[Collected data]
-- -- --

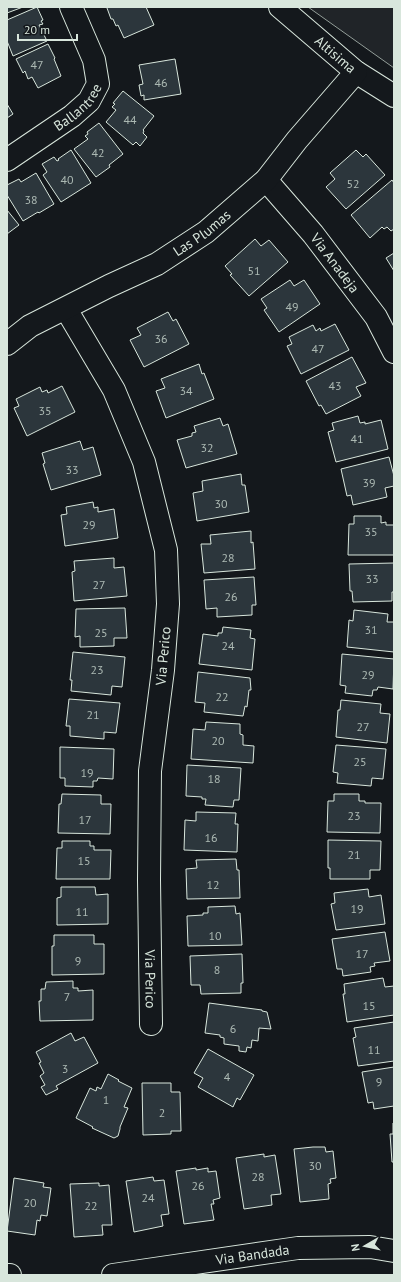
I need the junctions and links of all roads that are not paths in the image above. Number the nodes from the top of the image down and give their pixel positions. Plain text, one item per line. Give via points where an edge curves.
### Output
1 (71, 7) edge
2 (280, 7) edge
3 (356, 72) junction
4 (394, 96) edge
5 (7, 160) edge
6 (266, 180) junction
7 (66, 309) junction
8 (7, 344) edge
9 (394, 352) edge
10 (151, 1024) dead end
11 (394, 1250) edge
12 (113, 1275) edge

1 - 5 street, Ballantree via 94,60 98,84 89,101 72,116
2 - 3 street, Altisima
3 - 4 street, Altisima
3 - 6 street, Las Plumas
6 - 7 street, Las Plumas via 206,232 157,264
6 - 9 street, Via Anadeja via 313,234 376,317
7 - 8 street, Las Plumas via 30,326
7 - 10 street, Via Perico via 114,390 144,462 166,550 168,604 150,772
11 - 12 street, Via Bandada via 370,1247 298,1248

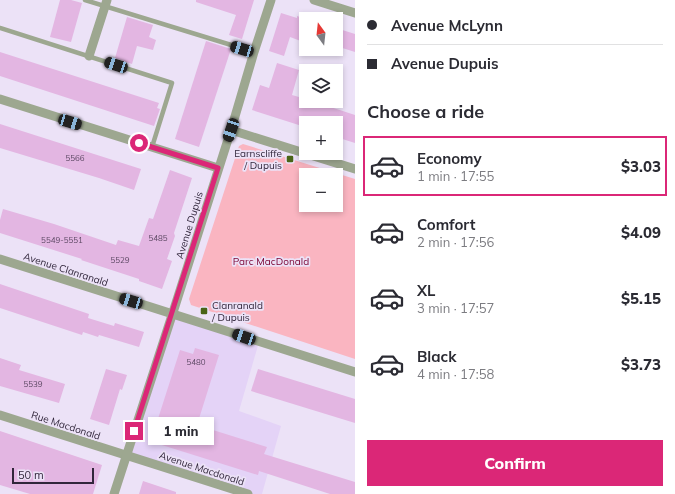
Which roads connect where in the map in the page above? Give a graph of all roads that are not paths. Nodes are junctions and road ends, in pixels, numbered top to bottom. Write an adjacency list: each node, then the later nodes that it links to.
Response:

-- -- --

▸ **TASK REQUIREMENTS**: Every line above goes into your copy exactly; no images go in.

▸ **SOLUTION FOR THIS EXERCISE**:
I need the junctions and links of all roads that are not paths in the image above. Number the nodes from the top of the image down and give their pixel positions. Plain text, one item per line. Give via points where an edge curves.
### Output
1 (71, 7) edge
2 (280, 7) edge
3 (356, 72) junction
4 (394, 96) edge
5 (7, 160) edge
6 (266, 180) junction
7 (66, 309) junction
8 (7, 344) edge
9 (394, 352) edge
10 (151, 1024) dead end
11 (394, 1250) edge
12 (113, 1275) edge

1 - 5 street, Ballantree via 94,60 98,84 89,101 72,116
2 - 3 street, Altisima
3 - 4 street, Altisima
3 - 6 street, Las Plumas
6 - 7 street, Las Plumas via 206,232 157,264
6 - 9 street, Via Anadeja via 313,234 376,317
7 - 8 street, Las Plumas via 30,326
7 - 10 street, Via Perico via 114,390 144,462 166,550 168,604 150,772
11 - 12 street, Via Bandada via 370,1247 298,1248

Which roads connect where in the map in the page above? Give a graph of all roads that are not paths. Nodes are junctions and road ends, in pixels, numbered top to bottom. Write an adjacency list: each node, then the later nodes that it links to.
Response:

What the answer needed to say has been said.